## TASK INSTRUCTIONS
Using the material below, copy every line where "other" appears.

(Beginning of PROVIDED RECORDS)

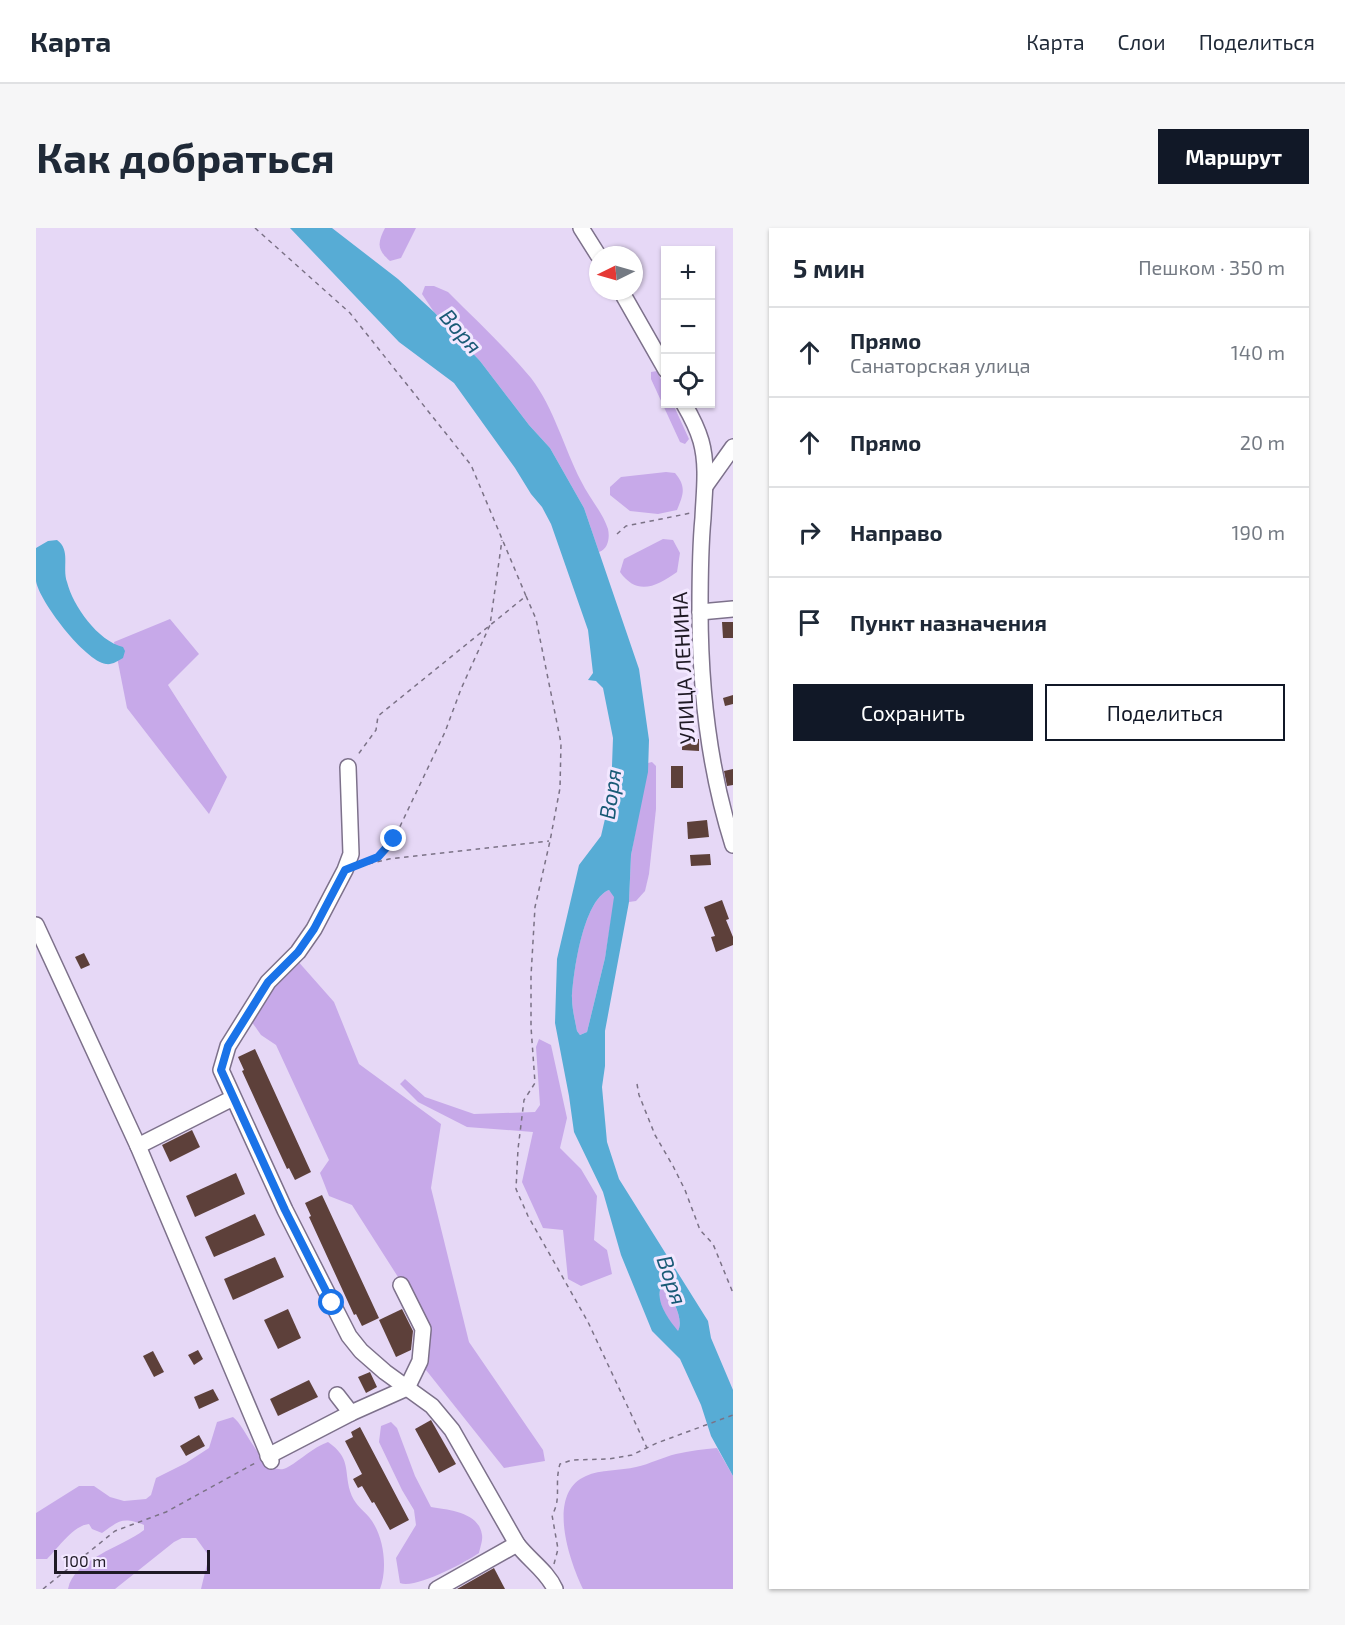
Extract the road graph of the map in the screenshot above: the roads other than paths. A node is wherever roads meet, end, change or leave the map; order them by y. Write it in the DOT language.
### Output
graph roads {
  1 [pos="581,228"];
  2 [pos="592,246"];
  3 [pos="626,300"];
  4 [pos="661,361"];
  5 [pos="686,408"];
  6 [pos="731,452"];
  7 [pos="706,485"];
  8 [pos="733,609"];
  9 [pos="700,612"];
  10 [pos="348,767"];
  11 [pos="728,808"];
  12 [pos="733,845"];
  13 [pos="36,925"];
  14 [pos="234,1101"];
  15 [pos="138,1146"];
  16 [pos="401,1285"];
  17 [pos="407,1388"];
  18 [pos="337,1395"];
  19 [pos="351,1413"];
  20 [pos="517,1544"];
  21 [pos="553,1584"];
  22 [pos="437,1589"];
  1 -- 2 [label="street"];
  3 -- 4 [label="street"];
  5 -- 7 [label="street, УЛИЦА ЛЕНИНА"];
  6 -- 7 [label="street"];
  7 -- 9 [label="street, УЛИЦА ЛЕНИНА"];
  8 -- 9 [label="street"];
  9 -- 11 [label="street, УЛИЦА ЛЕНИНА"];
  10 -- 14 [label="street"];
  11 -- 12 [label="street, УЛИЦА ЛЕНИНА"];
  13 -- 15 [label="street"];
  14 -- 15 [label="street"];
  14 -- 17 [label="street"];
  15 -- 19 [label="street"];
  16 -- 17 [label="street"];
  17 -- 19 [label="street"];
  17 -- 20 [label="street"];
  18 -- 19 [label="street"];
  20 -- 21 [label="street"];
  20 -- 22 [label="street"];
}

(End of PROVIDED RECORDS)
(Beginning of PROVIDED RECORDS)

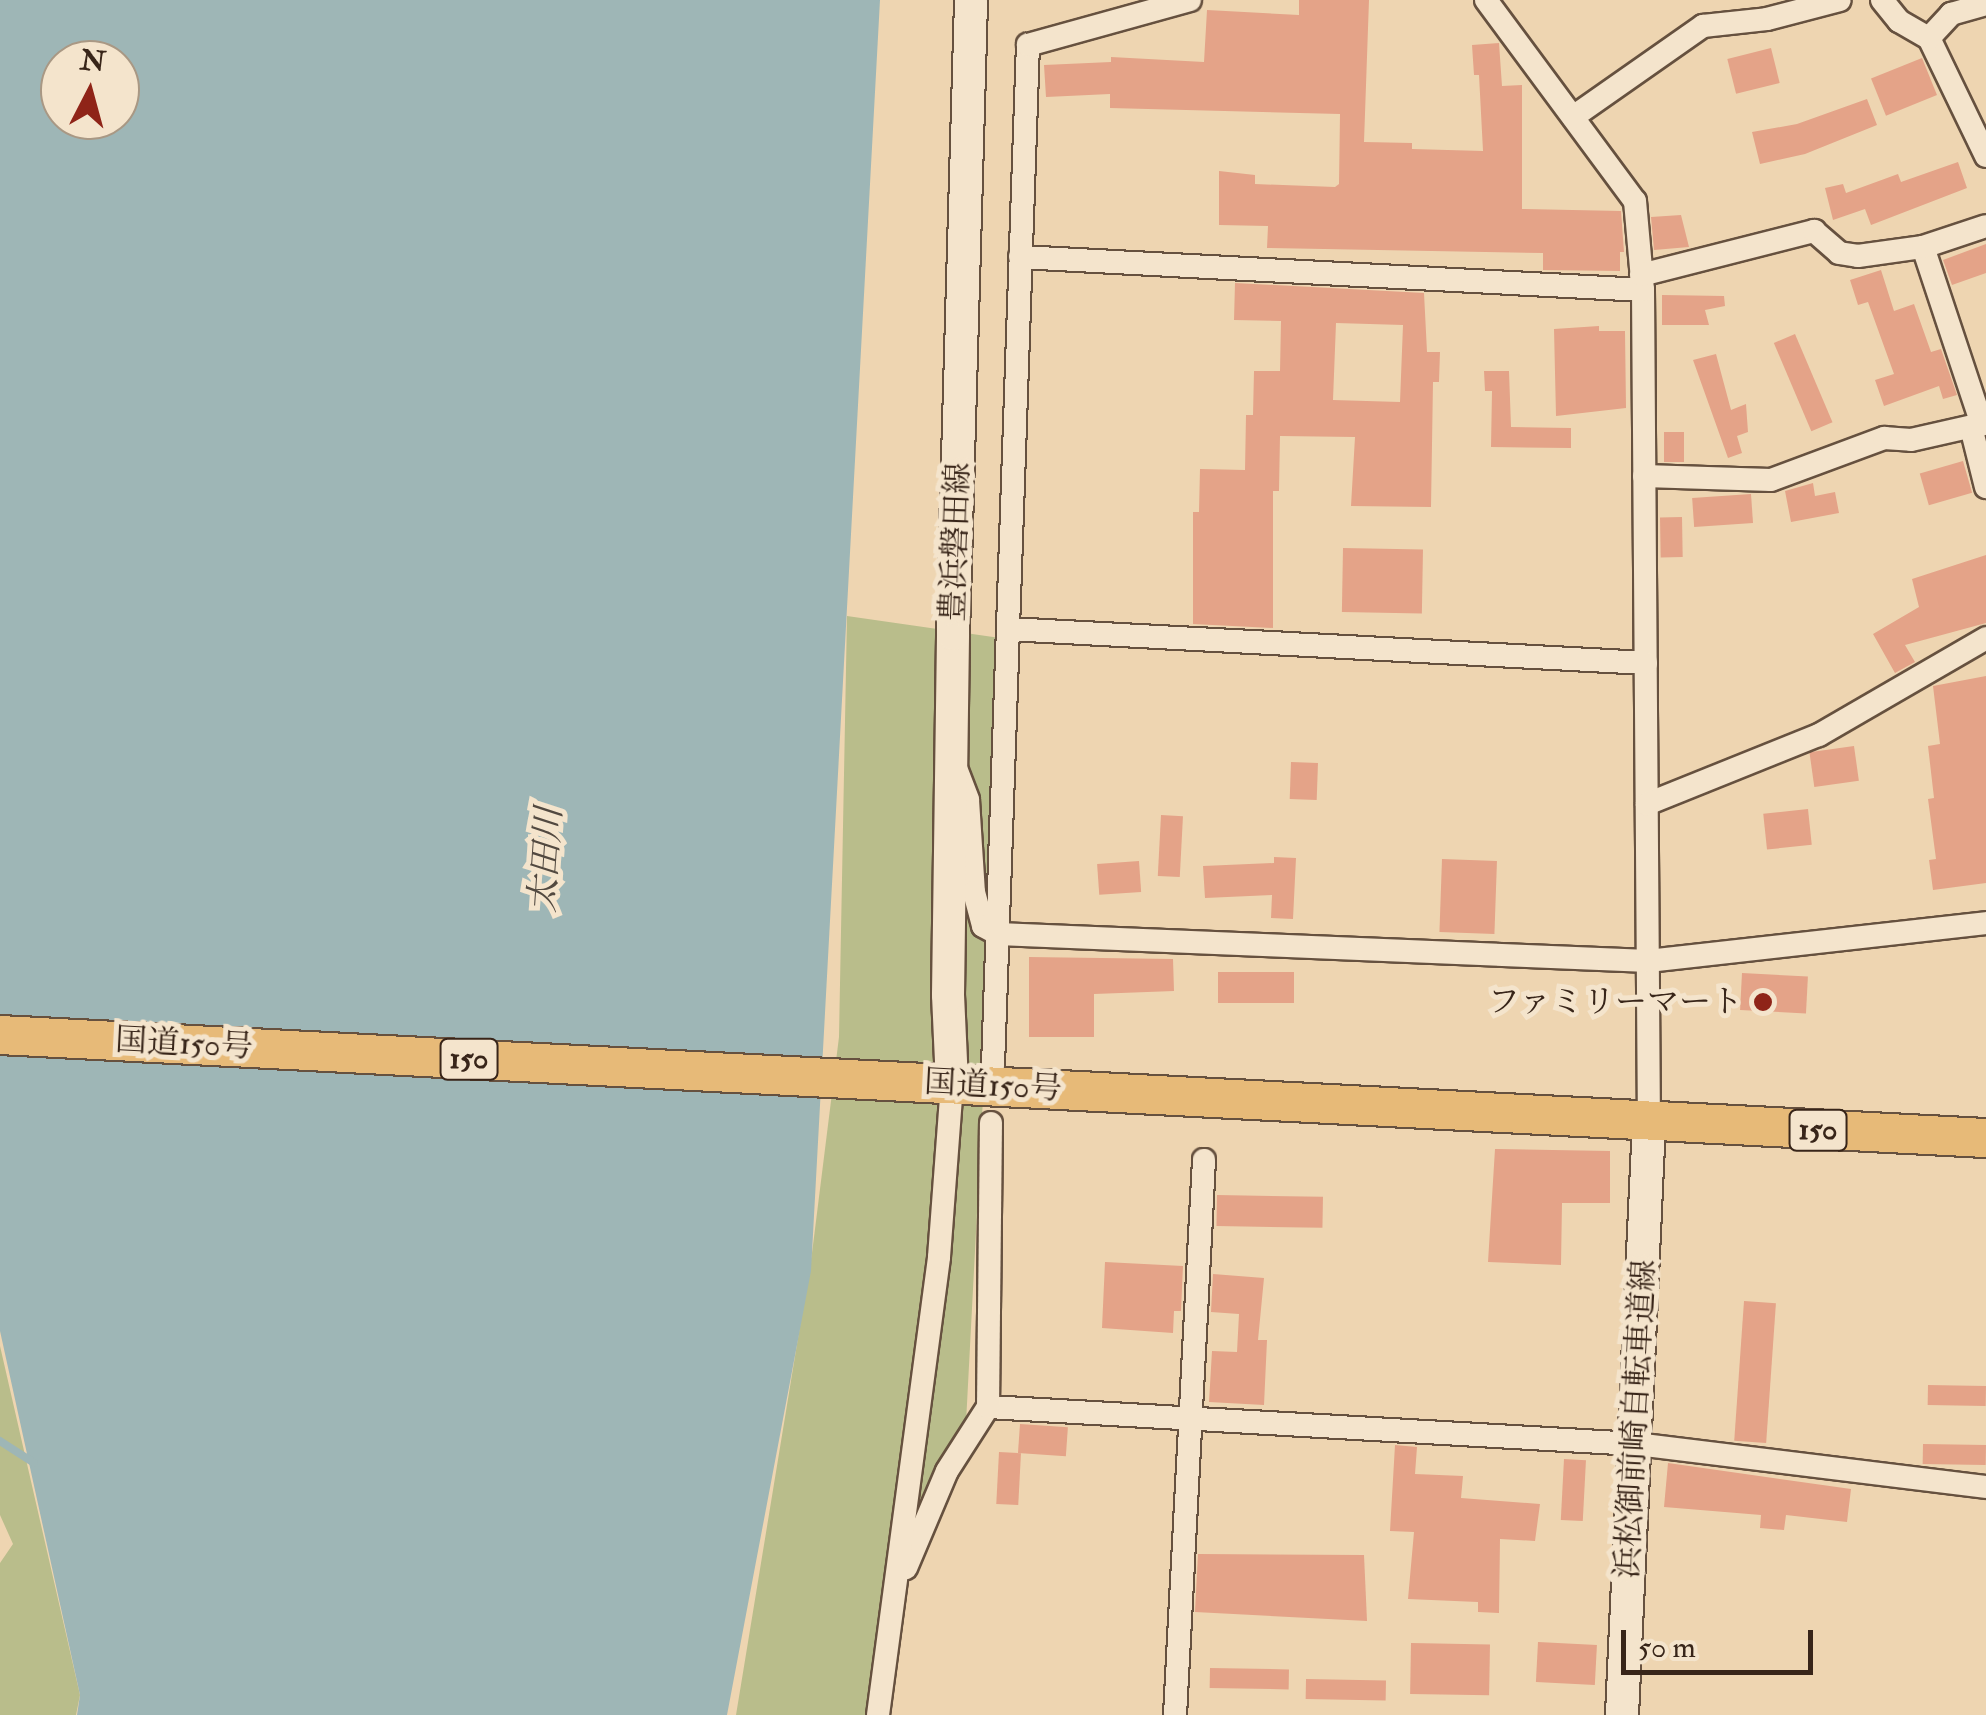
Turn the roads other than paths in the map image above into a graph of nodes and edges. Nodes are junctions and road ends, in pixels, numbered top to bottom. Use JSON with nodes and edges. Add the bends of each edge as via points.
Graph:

(End of PROVIDED RECORDS)

## WRITTEN RESPONSE
Extract the road graph of the map in the screenshot above: the roads other than paths. A node is wherever roads meet, end, change or leave the map; order them by y. Write it in the DOT language.
Turn the roads other than paths in the map image above into a graph of nodes and edges. Nodes are junctions and road ends, in pixels, numbered top to bottom. Use JSON with nodes and edges. Add the bends of each edge as via points.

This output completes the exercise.